LVMH Moët Hennessy Louis Vuitton said sales decelerated slightly in the fourth quarter, despite another strong performance in its key fashion and leather goods division.
Revenues in the three months ended Dec. 31 totaled 15.27 billion euros, up 12 percent in reported terms and 8 percent on an organic basis. Analysts polled by Bloomberg had banked on an 8.7 percent increase in like-for-like sales.
This compared with a rise of 17 percent in reported terms and 11 percent in organic terms in the third quarter. The French luxury conglomerate blamed the decrease on one-off effects linked to a hike in Japan’s consumption tax, and variations in cognac inventories in the United States.Global stock markets have taken a beating in recent sessions amid market fears the coronavirus outbreak in China will hurt tourism and shopping. LVMH said sales in the fourth quarter were driven by its largest business, fashion and leather goods, home to brands including Louis Vuitton, Dior, Fendi and Celine. The division posted revenues of 6.36 billion euros, up 15 percent on an organic basis, slightly below consensus estimates of a 15.5 percent increase.

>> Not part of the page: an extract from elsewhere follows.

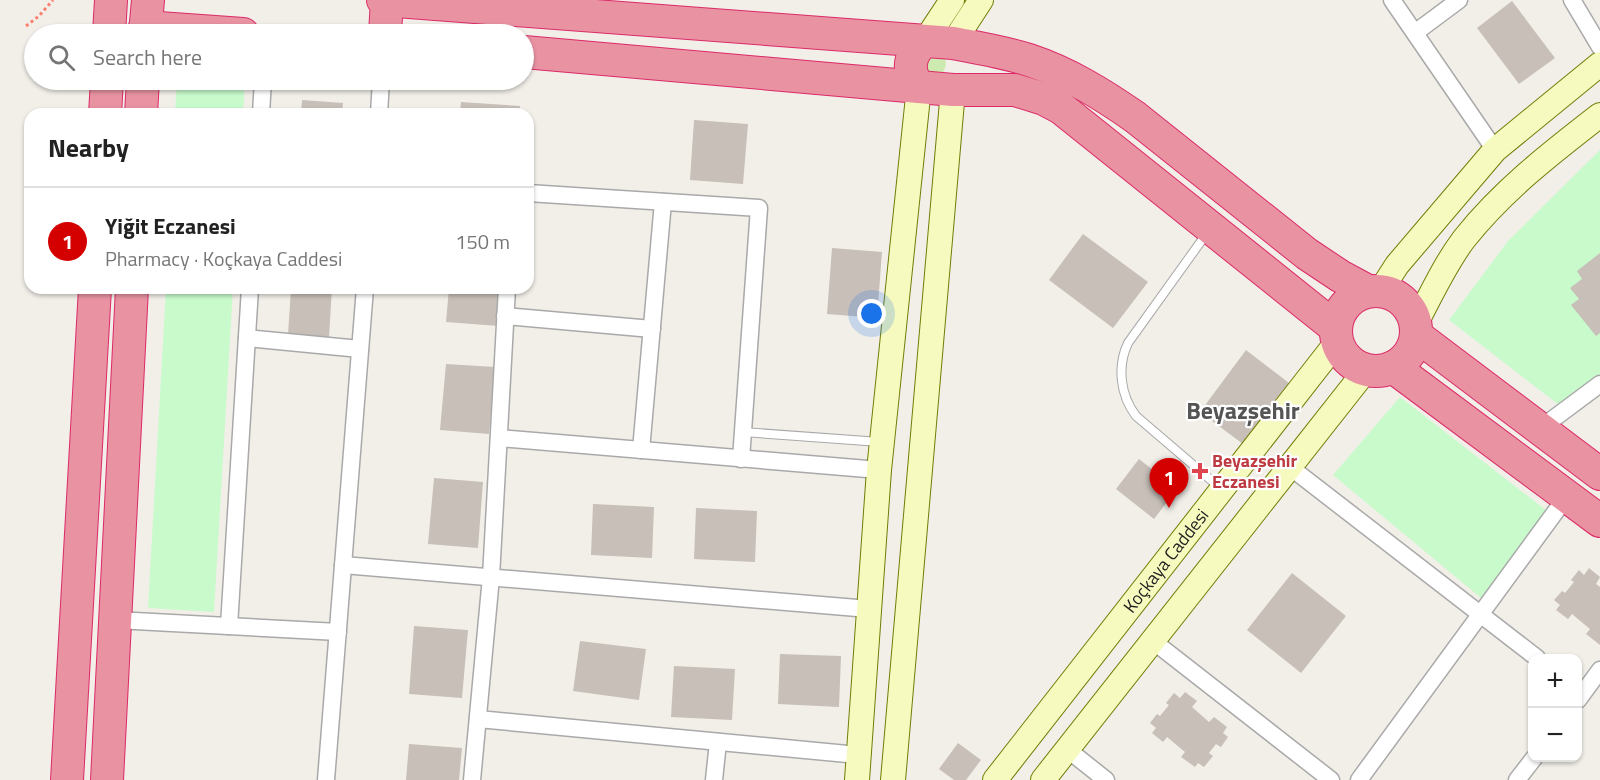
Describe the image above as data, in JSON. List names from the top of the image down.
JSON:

Profit from recurring operations amounted to 11.50 billion euros in 2019 as a whole, up 15 percent, setting a record for the group. The operating profit margin was stable at 21.4 percent. Net profit rose 13 percent to 7.17 billion euros, LVMH said in a statement published after the market close on Tuesday.
After rising 65 percent in 2019, briefly making chairman and CEO Bernard Arnault the world’s richest person, LVMH’s shares have fallen 7.3 percent since Jan. 17, amid fears that consumer spending in China will decline as more people stay home over the Lunar New Year due to the coronavirus.
The industry bellwether’s quarterly sales figures come before other luxury rivals Kering, due to publish figures on Feb. 12, and Hermès on Feb. 26. Compagnie Financière Richemont reports annual results on May 15.
LVMH said its perfumes and cosmetics division clocked 12 percent growth on an organic basis, to 1.92 billion euros in the fourth quarter, while wines and spirits posted 1.65 billion euros in sales, a 3 percent rise.
Watches and jewelry and selective retailing, which includes the beauty retailer Sephora and duty-free stores DFS, both registered organic growth of 1 percent, to 1.14 billion euros and 4.23 billion euros, respectively.